A: Le teorie vanno e vengono ma le formule restano.--G.C. Rota. (The theories may come and go but the formulas remain.)
Perhaps the Wiki on the Adams operation and "Formal groups, Witt vectors, and free probability" by Friedrich and McKay provide a quick intro to the connections the OP is questioning.
"Today the jargon is that of K-theory, yesterday it was that of categories and functors, and, the day before, group representations." All three jargons are used in the refs above (and those in my comments), serving to present different perspectives on, or even generalizations of, the basic, originally discovered relations among the symmetric functions. Territorial instincts may compel some camps to claim the superiority (and even priority) of their insights, or approach, which is probably what Rota decries even though he was certainly guilty of this same behavior.

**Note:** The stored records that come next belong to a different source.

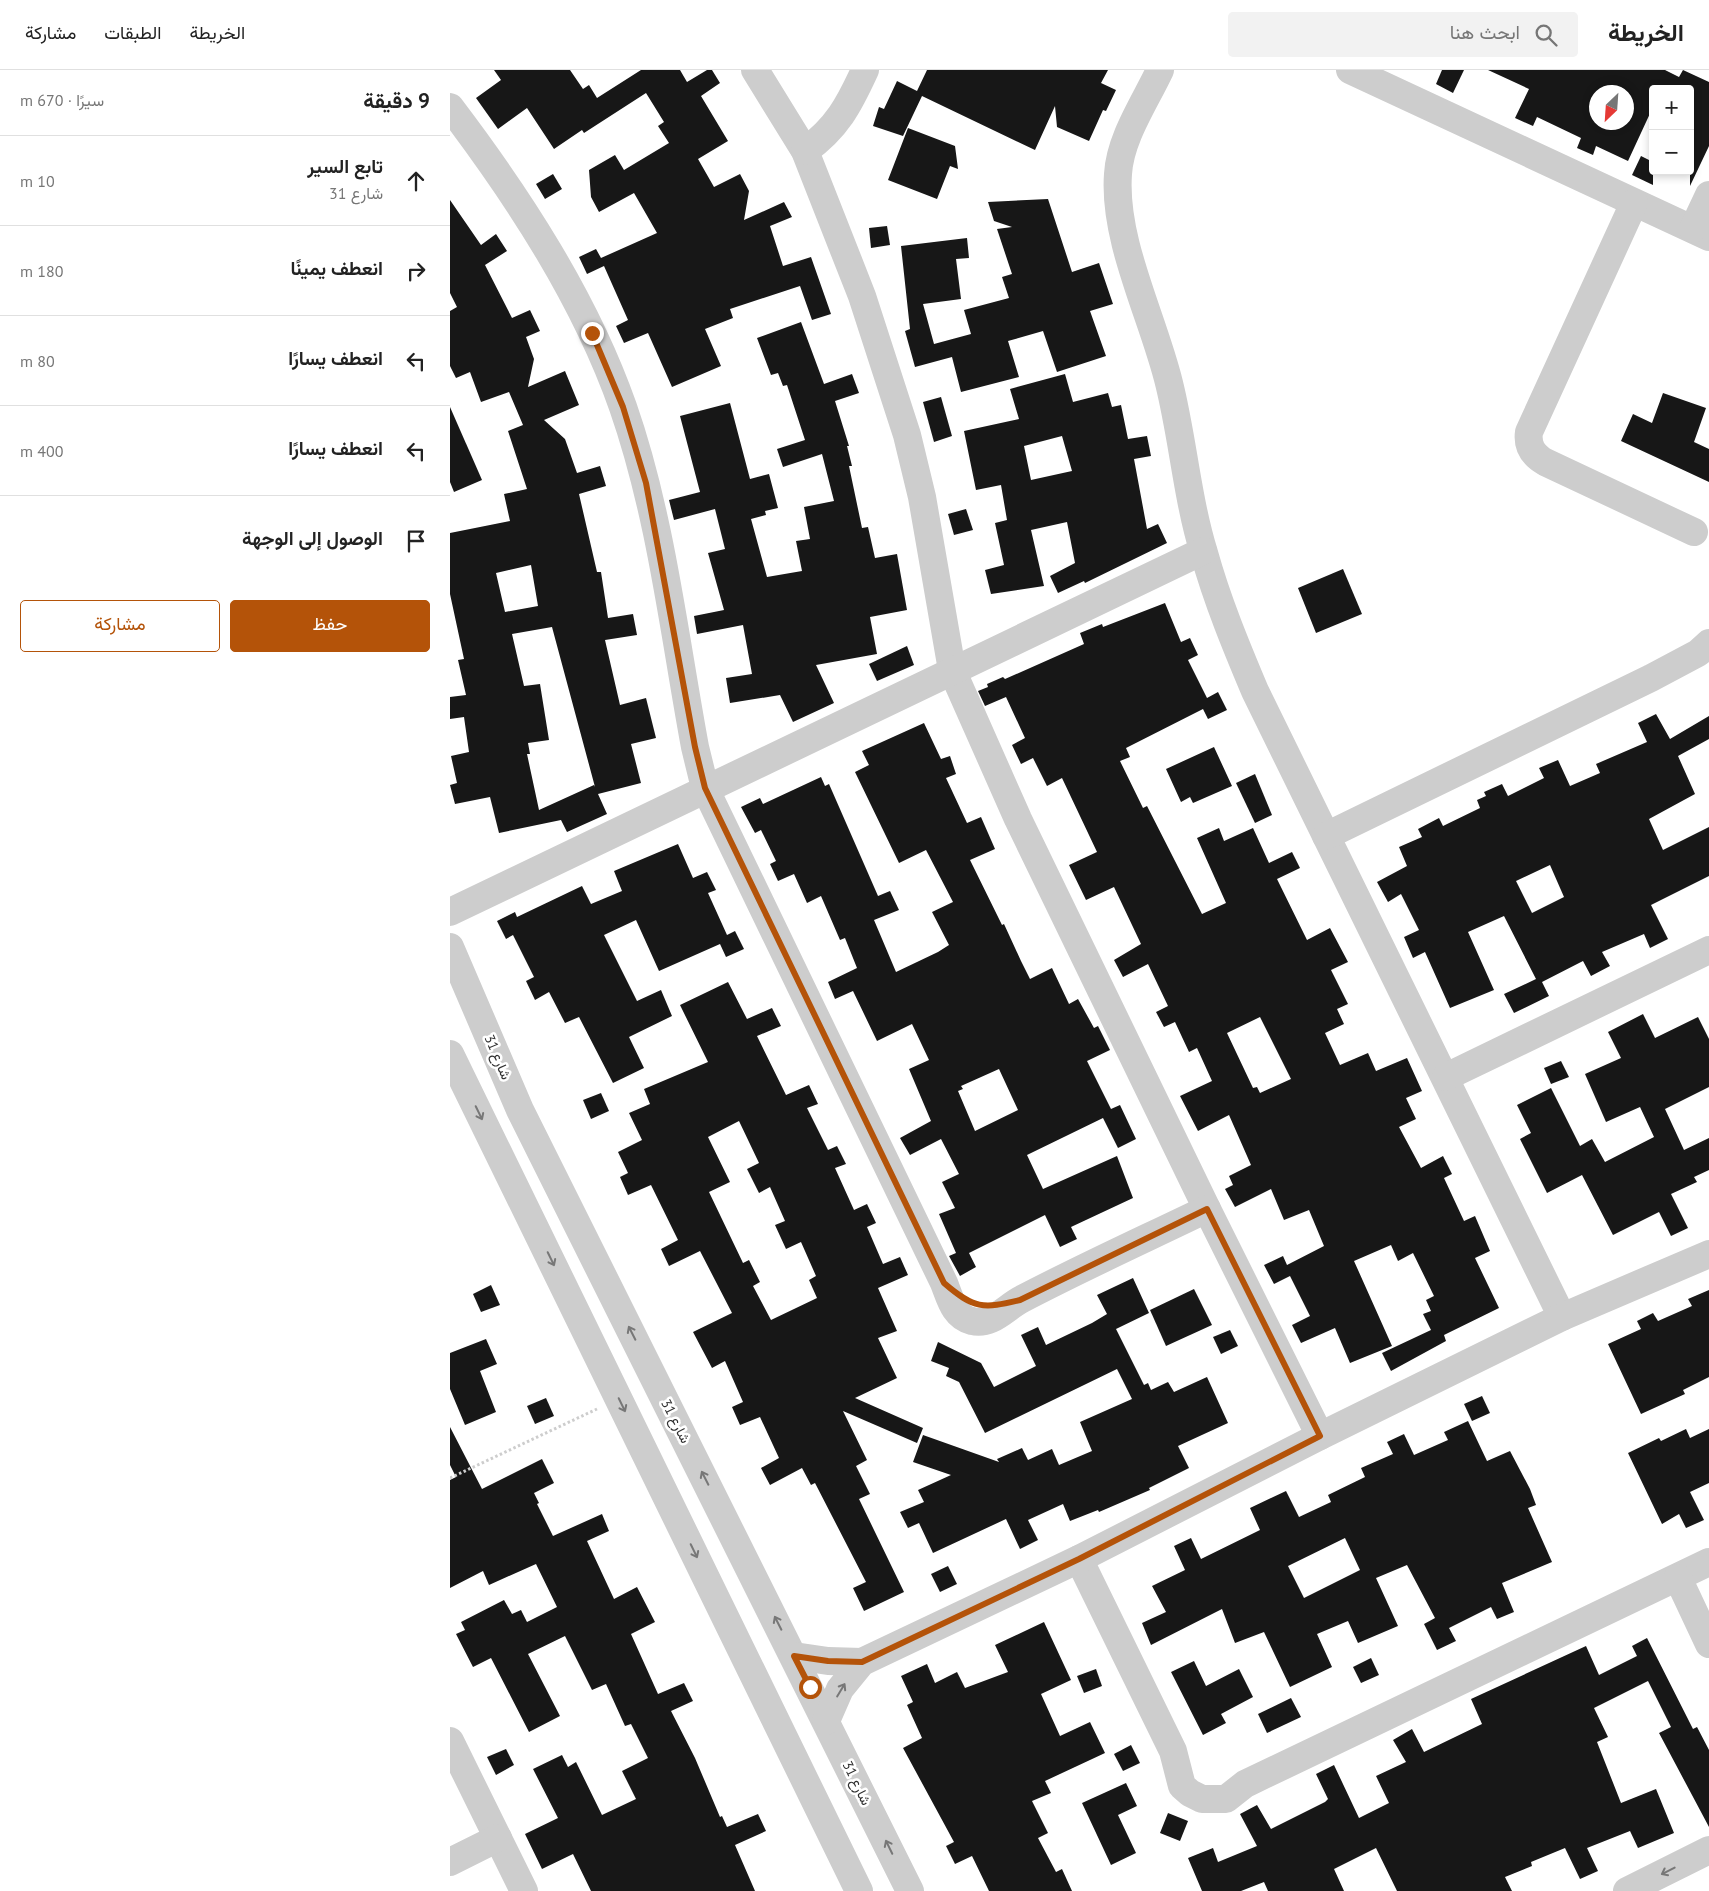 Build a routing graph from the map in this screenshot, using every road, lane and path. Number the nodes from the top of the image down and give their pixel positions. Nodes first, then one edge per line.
1 (754, 70) edge
2 (865, 70) edge
3 (1160, 70) edge
4 (1350, 70) edge
5 (450, 107) edge
6 (805, 152) junction
7 (1709, 195) edge
8 (1634, 202) junction
9 (1701, 233) edge
10 (1694, 532) dead end
11 (1203, 551) junction
12 (1709, 643) edge
13 (952, 670) junction
14 (705, 788) junction
15 (1326, 836) junction
16 (450, 912) edge
17 (450, 947) edge
18 (1709, 950) edge
19 (450, 994) edge
20 (454, 1065) edge
21 (1446, 1077) junction
22 (520, 1110) junction
23 (1207, 1209) junction
24 (1709, 1254) edge
25 (1562, 1317) junction
26 (619, 1399) junction
27 (1320, 1436) junction
28 (450, 1478) edge
29 (1079, 1559) junction
30 (1709, 1562) edge
31 (1678, 1578) junction
32 (1709, 1644) edge
33 (794, 1656) junction
34 (862, 1662) junction
35 (826, 1721) junction
36 (450, 1741) edge
37 (498, 1838) junction
38 (1709, 1850) edge
39 (450, 1862) edge
40 (524, 1891) edge
41 (859, 1891) edge
42 (910, 1891) edge
43 (1628, 1891) edge

1 - 6 street
2 - 6 street
3 - 11 street
4 - 8 street
5 - 14 street
6 - 13 street
7 - 9 street
8 - 9 street
8 - 10 street
11 - 13 street
11 - 15 street
12 - 15 street
13 - 14 street
13 - 23 street
14 - 16 street
14 - 23 street
15 - 21 street
17 - 22 street, شارع 31
18 - 21 street
19 - 22 street
20 -> 26 street
21 - 25 street
33 -> 22 street, شارع 31
23 - 27 street
24 - 25 street
25 - 27 street
26 - 28 path
26 -> 41 street
27 - 29 street
29 - 31 street
29 - 34 street
30 - 31 street
31 - 32 street
33 - 34 street
33 - 35 street, شارع 31
35 -> 34 street
42 -> 35 street, شارع 31
36 - 37 street
37 - 39 street
37 - 40 street
38 -> 43 street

(Read the introductory paragraph of "Alphabet Splitting" by Lascoux: ... meals were followed by long discussions about the comparative merits of algebraic structures, Gian Carlo for his part tirelessly asking me to repeat the definition of λ-rings that he copied each time in his black notebook with a new illustrative example.)
Added Nov. 8, 2019
I'm fairly convinced that Rota expressed exactly what he meant to express--that the identities/properties of the symmetric polynomials lie at the foundations of "these and several other attractive theories." See the refs and comments in the MO-Q "Canonical reference for Chern characteristic classes," in particular, "Characteristic classes and K-theory" by Randal-Williams, the linked Wikipedia article on Chern classes, the relevant sections in "Manifolds and Modular Functions" by Hirzebruch et al., and the Wikipedia article on the Splitting Principle.
Added 5/27/21:
Donald Knutson, in "$\lambda$-Rings and the Representation Theory of the Symmetric Group," states, "the notion of $\lambda$-ring is built upon the classical Fundamental Theorem of Symmetric Functions," that much of classical algebra is based on this theorem, and "the general definition (of a $\lambda$-ring) is somewhat complicated ... and will be best understood by first analyzing one manifestation of the ring Z, its appearance in the simplest example of K-theory." In addition, "the main technical tool (In proving the Fundamental Theorem) is the notion of $\lambda$-ring, first introduced by Grothendieck in 1956 ... in an algebraic-geometric context, and later used in group theory by Atiyah and Tall ... ."
Edit 8/23/2021:
From "Ten lessons I wish I had learned before I started teaching differential equations" by Rota:
I have always felt excited when telling the students that even though there is no formula for the general solution of a second order linear differential equation, there is nevertheless an explicit formula for the Wronskian of two solutions. The Wronskian allows one to find a second solution if one solution is known (by the way, this is a point on which you will find several beautiful examples in Boole’s text). ... every differential polynomial in the two solutions of a second order linear differential equation which is independent of the choice of a basis of solutions equals a polynomial in the Wronskian and in the coefficients of the differential equation (this is the differential equations analogue of the fundamental theorem on symmetric functions, but keep it quiet).